▶ What to do: Starting at the first line, reproduce the listing below in full, exactly as given.

▶ Source records:
-*-*-

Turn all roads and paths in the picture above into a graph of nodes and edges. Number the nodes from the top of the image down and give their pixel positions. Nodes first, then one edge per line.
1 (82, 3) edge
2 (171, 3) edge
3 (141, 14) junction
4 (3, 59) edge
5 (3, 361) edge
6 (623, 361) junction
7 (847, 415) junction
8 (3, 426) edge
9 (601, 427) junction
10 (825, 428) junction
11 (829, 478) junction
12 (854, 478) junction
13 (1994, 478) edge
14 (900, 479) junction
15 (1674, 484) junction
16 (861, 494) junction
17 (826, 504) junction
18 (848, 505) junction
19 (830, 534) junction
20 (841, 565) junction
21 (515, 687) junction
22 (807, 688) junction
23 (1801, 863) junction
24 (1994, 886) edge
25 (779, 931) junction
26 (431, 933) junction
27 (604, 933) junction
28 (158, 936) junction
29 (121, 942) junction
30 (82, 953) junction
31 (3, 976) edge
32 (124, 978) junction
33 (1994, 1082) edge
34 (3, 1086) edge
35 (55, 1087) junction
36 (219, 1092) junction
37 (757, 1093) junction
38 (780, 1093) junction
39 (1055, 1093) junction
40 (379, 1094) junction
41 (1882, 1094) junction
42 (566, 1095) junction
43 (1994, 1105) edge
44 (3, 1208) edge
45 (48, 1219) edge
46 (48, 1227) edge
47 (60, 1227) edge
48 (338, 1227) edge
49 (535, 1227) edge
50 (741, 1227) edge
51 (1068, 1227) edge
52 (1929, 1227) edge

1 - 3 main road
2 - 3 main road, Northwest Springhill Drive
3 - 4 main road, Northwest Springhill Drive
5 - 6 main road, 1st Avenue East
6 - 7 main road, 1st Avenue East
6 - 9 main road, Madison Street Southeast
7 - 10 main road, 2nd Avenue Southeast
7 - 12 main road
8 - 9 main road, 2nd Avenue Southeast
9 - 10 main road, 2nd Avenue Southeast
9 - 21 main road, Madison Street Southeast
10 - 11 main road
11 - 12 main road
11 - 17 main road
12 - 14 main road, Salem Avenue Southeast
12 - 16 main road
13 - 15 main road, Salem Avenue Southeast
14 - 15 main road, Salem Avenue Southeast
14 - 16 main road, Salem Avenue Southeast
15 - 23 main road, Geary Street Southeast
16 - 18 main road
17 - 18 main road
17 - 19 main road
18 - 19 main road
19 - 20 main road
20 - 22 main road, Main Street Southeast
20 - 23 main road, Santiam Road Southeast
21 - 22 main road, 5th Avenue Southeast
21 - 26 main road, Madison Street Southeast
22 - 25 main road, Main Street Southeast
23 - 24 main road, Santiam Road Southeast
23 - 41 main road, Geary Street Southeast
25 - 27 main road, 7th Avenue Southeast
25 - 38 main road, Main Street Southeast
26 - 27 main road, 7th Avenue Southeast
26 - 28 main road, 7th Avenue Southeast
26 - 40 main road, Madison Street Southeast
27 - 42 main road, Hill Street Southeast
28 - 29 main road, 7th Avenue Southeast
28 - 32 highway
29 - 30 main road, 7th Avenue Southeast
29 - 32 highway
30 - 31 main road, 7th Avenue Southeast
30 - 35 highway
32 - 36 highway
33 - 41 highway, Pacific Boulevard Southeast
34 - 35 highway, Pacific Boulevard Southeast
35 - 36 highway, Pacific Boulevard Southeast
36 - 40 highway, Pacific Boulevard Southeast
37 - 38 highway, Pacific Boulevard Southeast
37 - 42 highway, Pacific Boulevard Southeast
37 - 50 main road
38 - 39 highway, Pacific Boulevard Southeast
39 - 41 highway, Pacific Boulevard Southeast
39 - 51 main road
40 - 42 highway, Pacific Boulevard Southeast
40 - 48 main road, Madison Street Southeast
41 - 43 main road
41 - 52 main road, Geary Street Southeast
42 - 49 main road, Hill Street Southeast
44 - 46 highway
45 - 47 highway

-*-*-

▶ Output below:
Turn all roads and paths in the picture above into a graph of nodes and edges. Number the nodes from the top of the image down and give their pixel positions. Nodes first, then one edge per line.
1 (82, 3) edge
2 (171, 3) edge
3 (141, 14) junction
4 (3, 59) edge
5 (3, 361) edge
6 (623, 361) junction
7 (847, 415) junction
8 (3, 426) edge
9 (601, 427) junction
10 (825, 428) junction
11 (829, 478) junction
12 (854, 478) junction
13 (1994, 478) edge
14 (900, 479) junction
15 (1674, 484) junction
16 (861, 494) junction
17 (826, 504) junction
18 (848, 505) junction
19 (830, 534) junction
20 (841, 565) junction
21 (515, 687) junction
22 (807, 688) junction
23 (1801, 863) junction
24 (1994, 886) edge
25 (779, 931) junction
26 (431, 933) junction
27 (604, 933) junction
28 (158, 936) junction
29 (121, 942) junction
30 (82, 953) junction
31 (3, 976) edge
32 (124, 978) junction
33 (1994, 1082) edge
34 (3, 1086) edge
35 (55, 1087) junction
36 (219, 1092) junction
37 (757, 1093) junction
38 (780, 1093) junction
39 (1055, 1093) junction
40 (379, 1094) junction
41 (1882, 1094) junction
42 (566, 1095) junction
43 (1994, 1105) edge
44 (3, 1208) edge
45 (48, 1219) edge
46 (48, 1227) edge
47 (60, 1227) edge
48 (338, 1227) edge
49 (535, 1227) edge
50 (741, 1227) edge
51 (1068, 1227) edge
52 (1929, 1227) edge

1 - 3 main road
2 - 3 main road, Northwest Springhill Drive
3 - 4 main road, Northwest Springhill Drive
5 - 6 main road, 1st Avenue East
6 - 7 main road, 1st Avenue East
6 - 9 main road, Madison Street Southeast
7 - 10 main road, 2nd Avenue Southeast
7 - 12 main road
8 - 9 main road, 2nd Avenue Southeast
9 - 10 main road, 2nd Avenue Southeast
9 - 21 main road, Madison Street Southeast
10 - 11 main road
11 - 12 main road
11 - 17 main road
12 - 14 main road, Salem Avenue Southeast
12 - 16 main road
13 - 15 main road, Salem Avenue Southeast
14 - 15 main road, Salem Avenue Southeast
14 - 16 main road, Salem Avenue Southeast
15 - 23 main road, Geary Street Southeast
16 - 18 main road
17 - 18 main road
17 - 19 main road
18 - 19 main road
19 - 20 main road
20 - 22 main road, Main Street Southeast
20 - 23 main road, Santiam Road Southeast
21 - 22 main road, 5th Avenue Southeast
21 - 26 main road, Madison Street Southeast
22 - 25 main road, Main Street Southeast
23 - 24 main road, Santiam Road Southeast
23 - 41 main road, Geary Street Southeast
25 - 27 main road, 7th Avenue Southeast
25 - 38 main road, Main Street Southeast
26 - 27 main road, 7th Avenue Southeast
26 - 28 main road, 7th Avenue Southeast
26 - 40 main road, Madison Street Southeast
27 - 42 main road, Hill Street Southeast
28 - 29 main road, 7th Avenue Southeast
28 - 32 highway
29 - 30 main road, 7th Avenue Southeast
29 - 32 highway
30 - 31 main road, 7th Avenue Southeast
30 - 35 highway
32 - 36 highway
33 - 41 highway, Pacific Boulevard Southeast
34 - 35 highway, Pacific Boulevard Southeast
35 - 36 highway, Pacific Boulevard Southeast
36 - 40 highway, Pacific Boulevard Southeast
37 - 38 highway, Pacific Boulevard Southeast
37 - 42 highway, Pacific Boulevard Southeast
37 - 50 main road
38 - 39 highway, Pacific Boulevard Southeast
39 - 41 highway, Pacific Boulevard Southeast
39 - 51 main road
40 - 42 highway, Pacific Boulevard Southeast
40 - 48 main road, Madison Street Southeast
41 - 43 main road
41 - 52 main road, Geary Street Southeast
42 - 49 main road, Hill Street Southeast
44 - 46 highway
45 - 47 highway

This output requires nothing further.